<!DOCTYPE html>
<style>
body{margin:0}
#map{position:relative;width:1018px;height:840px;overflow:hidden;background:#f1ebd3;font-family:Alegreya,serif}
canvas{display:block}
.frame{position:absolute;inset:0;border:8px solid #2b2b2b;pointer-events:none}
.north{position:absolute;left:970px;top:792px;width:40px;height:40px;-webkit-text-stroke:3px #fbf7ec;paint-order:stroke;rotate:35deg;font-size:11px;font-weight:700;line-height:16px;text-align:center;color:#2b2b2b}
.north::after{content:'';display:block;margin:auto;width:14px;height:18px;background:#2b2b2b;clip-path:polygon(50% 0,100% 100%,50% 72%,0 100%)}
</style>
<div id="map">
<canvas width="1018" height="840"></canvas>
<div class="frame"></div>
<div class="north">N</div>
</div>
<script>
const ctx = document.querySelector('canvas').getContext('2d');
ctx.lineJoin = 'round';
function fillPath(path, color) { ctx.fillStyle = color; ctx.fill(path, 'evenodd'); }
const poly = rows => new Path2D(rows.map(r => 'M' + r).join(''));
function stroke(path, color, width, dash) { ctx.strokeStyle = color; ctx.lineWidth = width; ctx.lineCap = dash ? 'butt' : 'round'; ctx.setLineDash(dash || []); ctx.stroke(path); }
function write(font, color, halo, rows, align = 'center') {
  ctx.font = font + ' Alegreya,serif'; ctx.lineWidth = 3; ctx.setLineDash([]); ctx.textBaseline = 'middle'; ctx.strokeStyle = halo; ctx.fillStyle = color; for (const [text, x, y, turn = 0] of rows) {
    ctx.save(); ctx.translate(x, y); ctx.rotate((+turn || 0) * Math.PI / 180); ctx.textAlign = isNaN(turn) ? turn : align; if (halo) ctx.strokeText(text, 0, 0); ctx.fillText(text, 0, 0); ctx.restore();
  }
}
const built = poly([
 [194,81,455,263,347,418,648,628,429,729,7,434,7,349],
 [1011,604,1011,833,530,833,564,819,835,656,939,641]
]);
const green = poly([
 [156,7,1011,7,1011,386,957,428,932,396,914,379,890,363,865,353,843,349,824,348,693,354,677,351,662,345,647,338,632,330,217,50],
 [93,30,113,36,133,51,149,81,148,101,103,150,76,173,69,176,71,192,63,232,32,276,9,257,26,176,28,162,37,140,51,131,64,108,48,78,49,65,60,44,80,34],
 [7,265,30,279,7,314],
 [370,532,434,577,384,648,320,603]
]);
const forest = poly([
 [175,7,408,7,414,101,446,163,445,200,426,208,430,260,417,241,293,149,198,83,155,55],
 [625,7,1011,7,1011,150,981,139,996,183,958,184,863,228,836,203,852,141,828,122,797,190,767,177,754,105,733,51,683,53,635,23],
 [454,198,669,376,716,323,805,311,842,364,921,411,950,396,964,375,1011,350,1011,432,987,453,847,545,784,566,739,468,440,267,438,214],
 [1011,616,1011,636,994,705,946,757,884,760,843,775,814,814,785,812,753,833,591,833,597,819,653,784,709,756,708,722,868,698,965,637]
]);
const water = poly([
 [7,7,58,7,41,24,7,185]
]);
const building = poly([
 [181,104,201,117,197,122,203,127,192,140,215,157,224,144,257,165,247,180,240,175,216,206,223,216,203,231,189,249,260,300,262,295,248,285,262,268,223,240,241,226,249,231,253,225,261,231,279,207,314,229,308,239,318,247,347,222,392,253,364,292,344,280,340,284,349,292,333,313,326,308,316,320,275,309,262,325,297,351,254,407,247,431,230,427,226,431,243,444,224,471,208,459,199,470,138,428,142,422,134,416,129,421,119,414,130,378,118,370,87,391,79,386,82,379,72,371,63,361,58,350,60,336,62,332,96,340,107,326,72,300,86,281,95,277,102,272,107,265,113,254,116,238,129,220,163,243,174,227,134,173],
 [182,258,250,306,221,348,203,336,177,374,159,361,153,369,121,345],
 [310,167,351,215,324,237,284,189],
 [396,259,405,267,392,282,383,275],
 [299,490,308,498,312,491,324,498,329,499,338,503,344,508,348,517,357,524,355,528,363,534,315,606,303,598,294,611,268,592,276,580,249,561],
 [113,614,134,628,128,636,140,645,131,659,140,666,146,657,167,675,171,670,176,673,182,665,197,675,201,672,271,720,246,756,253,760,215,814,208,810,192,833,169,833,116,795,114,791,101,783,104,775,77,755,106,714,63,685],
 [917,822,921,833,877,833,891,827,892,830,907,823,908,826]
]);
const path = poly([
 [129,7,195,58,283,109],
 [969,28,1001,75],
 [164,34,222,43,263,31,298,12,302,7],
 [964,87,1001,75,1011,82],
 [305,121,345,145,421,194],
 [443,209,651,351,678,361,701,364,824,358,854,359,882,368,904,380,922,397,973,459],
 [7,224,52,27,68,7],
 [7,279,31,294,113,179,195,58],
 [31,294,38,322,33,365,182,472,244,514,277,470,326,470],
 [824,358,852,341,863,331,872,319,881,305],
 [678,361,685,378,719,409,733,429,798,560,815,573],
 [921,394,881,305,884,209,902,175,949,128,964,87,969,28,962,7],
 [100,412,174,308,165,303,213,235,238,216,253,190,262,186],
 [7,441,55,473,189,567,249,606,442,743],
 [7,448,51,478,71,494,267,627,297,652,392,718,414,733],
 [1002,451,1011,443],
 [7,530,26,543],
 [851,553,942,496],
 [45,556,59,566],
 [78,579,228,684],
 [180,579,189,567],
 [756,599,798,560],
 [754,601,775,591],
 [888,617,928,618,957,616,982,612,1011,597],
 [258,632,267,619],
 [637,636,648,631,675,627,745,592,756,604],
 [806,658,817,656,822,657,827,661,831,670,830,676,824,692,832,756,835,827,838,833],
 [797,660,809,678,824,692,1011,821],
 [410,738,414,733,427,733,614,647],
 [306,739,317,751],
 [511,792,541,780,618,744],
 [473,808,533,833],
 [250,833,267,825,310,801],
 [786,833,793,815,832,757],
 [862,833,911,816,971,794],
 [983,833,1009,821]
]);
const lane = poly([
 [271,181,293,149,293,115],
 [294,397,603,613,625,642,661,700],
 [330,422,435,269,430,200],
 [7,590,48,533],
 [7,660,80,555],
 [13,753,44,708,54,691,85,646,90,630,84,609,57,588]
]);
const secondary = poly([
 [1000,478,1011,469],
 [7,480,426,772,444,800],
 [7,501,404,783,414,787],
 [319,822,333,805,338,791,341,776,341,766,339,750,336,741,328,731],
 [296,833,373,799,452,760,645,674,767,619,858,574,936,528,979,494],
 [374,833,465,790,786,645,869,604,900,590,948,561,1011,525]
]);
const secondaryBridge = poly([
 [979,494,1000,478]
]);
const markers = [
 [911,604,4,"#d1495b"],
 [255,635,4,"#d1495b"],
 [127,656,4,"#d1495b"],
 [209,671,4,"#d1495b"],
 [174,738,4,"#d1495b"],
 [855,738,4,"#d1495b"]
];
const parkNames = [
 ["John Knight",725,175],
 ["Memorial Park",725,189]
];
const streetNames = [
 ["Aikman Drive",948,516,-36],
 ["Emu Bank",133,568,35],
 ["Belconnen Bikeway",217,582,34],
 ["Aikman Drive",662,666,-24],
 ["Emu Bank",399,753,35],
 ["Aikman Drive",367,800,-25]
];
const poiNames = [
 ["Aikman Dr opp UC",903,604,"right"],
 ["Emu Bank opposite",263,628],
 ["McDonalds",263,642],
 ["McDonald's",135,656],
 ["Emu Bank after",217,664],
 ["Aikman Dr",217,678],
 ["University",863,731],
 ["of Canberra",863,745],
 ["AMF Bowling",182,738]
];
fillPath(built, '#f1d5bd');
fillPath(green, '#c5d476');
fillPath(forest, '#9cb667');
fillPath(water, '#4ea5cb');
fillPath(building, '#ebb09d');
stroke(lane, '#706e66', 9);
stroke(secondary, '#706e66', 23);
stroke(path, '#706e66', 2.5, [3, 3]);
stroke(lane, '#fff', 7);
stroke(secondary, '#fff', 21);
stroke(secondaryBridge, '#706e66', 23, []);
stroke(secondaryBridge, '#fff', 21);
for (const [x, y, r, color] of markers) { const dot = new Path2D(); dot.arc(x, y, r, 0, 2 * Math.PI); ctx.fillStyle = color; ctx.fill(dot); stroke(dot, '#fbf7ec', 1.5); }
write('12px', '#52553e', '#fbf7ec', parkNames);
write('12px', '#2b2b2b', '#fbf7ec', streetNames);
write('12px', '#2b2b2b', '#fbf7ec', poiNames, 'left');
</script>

**Assignment:** Copy out every line from the material above where the string "function" turns up.

**Solution to the problem:**
function fillPath(path, color) { ctx.fillStyle = color; ctx.fill(path, 'evenodd'); }
function stroke(path, color, width, dash) { ctx.strokeStyle = color; ctx.lineWidth = width; ctx.lineCap = dash ? 'butt' : 'round'; ctx.setLineDash(dash || []); ctx.stroke(path); }
function write(font, color, halo, rows, align = 'center') {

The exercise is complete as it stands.